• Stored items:
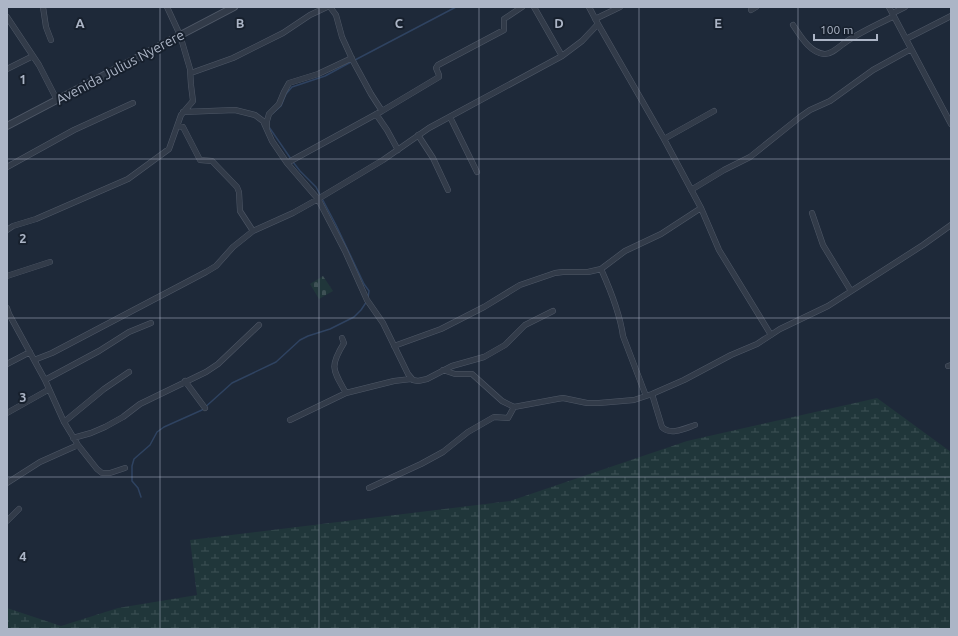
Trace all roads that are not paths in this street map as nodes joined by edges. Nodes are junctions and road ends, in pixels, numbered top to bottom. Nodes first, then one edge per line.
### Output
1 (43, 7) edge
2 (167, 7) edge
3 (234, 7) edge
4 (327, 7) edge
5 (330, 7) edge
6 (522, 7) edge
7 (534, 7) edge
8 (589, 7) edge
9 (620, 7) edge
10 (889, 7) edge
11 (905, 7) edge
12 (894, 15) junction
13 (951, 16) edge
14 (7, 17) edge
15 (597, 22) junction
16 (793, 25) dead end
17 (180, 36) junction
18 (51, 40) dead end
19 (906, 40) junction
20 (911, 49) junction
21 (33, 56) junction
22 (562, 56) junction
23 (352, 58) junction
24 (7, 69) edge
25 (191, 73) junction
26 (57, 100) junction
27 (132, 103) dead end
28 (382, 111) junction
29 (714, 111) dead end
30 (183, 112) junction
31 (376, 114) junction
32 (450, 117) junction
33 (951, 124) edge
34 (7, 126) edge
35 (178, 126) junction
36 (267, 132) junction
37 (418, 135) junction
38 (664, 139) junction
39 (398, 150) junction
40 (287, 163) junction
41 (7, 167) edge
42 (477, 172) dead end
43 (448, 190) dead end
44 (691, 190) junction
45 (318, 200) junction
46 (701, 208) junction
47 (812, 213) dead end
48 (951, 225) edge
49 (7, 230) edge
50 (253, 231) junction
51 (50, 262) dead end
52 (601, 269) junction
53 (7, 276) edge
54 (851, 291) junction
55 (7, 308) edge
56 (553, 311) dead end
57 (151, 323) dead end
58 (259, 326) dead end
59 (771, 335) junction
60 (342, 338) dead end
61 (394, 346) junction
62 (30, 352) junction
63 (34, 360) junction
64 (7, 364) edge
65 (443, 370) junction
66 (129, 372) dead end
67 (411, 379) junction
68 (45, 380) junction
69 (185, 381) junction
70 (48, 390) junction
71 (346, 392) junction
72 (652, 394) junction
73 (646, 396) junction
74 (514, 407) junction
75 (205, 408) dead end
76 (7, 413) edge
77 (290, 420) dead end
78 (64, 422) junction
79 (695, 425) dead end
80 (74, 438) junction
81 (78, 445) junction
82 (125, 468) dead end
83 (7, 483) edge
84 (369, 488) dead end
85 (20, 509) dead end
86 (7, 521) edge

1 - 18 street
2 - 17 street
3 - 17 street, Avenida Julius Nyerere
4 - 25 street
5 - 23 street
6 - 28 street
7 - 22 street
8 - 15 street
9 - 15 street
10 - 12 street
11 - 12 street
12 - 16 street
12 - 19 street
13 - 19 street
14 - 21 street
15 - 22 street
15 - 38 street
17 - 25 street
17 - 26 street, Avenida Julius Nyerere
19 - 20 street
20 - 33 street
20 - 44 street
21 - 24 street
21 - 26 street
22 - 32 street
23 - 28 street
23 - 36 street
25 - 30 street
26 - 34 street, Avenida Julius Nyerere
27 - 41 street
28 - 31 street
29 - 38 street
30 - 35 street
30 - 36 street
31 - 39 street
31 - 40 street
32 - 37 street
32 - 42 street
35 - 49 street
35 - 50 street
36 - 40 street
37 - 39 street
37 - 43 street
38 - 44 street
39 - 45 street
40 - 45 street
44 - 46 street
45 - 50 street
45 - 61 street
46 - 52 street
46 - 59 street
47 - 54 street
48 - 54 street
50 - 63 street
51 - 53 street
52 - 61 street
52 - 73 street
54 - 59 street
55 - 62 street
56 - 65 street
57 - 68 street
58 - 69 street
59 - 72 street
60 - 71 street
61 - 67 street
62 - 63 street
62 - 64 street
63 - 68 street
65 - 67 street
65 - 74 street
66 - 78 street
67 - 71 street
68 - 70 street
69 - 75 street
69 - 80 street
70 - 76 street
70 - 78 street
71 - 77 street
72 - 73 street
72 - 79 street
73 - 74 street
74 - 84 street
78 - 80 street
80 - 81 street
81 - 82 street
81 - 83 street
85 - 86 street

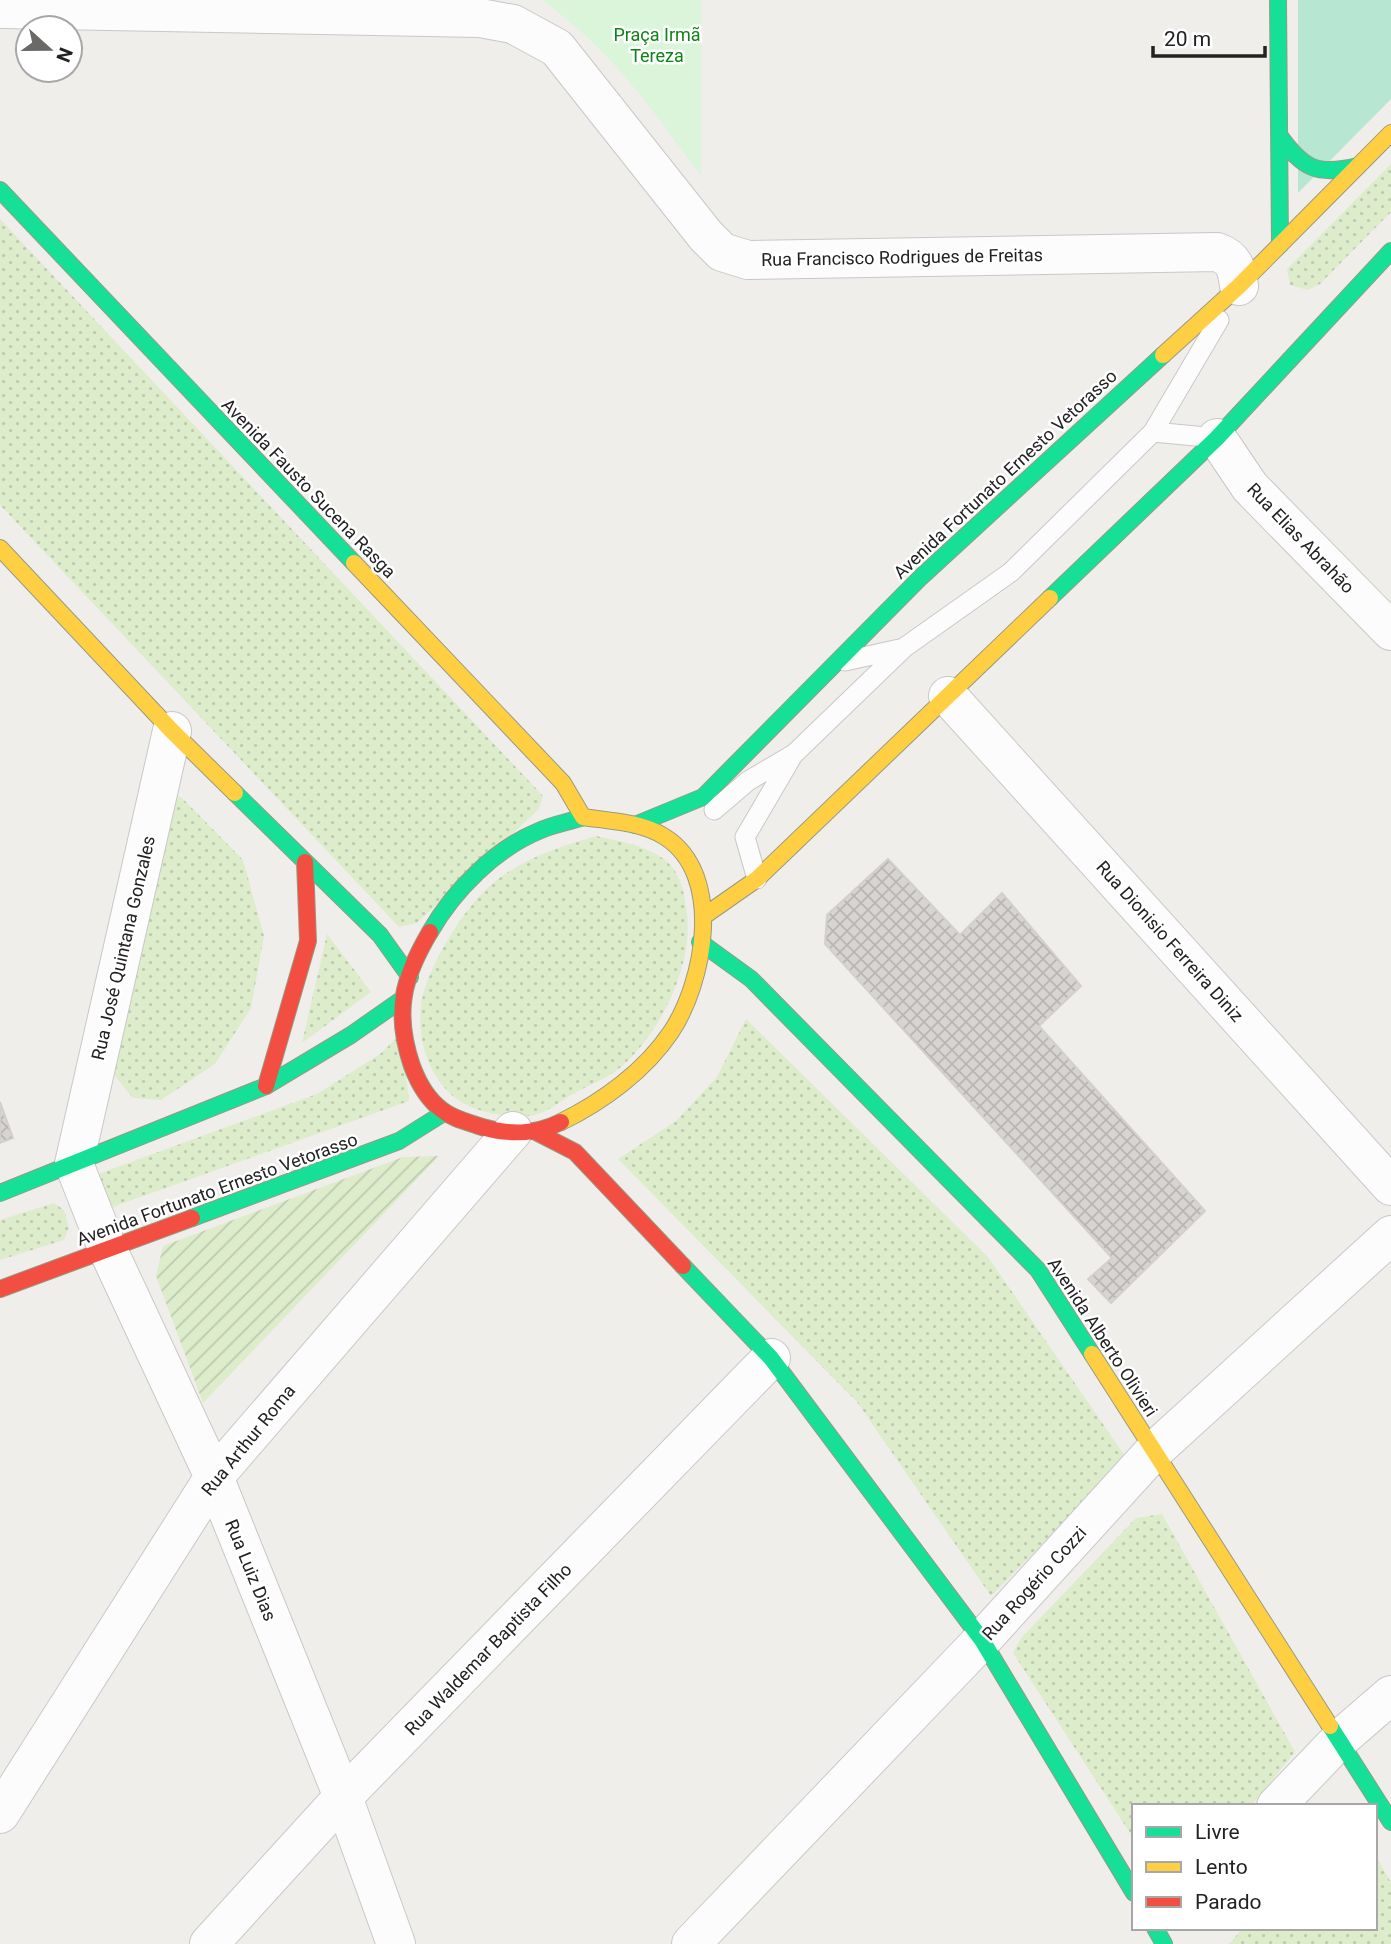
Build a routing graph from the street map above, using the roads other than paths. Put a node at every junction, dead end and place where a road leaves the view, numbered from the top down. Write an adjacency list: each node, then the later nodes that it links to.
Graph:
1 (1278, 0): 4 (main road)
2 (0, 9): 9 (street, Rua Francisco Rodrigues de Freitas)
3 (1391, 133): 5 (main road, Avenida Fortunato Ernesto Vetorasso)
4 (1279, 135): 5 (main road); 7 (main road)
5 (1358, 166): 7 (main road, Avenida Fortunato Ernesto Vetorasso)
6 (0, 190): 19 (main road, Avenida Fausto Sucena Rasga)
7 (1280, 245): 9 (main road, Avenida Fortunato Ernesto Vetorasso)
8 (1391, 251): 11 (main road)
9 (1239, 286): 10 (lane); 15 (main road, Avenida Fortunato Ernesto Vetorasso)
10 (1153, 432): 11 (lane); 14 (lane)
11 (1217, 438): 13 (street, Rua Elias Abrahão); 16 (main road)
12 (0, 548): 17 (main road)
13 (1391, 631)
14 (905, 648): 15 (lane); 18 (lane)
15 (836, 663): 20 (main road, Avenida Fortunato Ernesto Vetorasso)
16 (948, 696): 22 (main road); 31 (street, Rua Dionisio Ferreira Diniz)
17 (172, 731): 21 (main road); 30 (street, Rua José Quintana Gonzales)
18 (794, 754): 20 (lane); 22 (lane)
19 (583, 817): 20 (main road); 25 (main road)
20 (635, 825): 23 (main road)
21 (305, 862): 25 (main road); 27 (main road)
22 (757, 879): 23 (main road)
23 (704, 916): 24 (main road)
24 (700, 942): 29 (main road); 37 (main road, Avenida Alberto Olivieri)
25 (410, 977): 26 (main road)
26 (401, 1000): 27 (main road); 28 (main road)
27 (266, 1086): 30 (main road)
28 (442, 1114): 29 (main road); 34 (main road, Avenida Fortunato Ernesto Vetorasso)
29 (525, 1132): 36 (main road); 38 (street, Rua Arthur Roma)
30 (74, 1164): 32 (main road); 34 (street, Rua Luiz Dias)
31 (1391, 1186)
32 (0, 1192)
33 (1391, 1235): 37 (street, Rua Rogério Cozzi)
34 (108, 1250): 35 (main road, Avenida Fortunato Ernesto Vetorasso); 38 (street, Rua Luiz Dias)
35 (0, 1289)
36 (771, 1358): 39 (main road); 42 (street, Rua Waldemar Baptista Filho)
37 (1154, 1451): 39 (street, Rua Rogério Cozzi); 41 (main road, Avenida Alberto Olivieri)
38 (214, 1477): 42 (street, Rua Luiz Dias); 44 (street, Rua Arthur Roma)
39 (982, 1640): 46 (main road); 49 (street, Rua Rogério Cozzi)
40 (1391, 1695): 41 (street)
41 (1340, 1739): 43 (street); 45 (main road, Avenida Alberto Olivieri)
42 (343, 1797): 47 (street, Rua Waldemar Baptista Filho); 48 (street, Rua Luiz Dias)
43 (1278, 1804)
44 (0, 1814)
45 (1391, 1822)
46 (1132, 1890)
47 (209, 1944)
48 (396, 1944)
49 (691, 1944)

• TASK OBJECTIVE:
Look for the string "Roma" in the records, and copy every line where it is found.

• REPLY TO THE TASK:
29 (525, 1132): 36 (main road); 38 (street, Rua Arthur Roma)
38 (214, 1477): 42 (street, Rua Luiz Dias); 44 (street, Rua Arthur Roma)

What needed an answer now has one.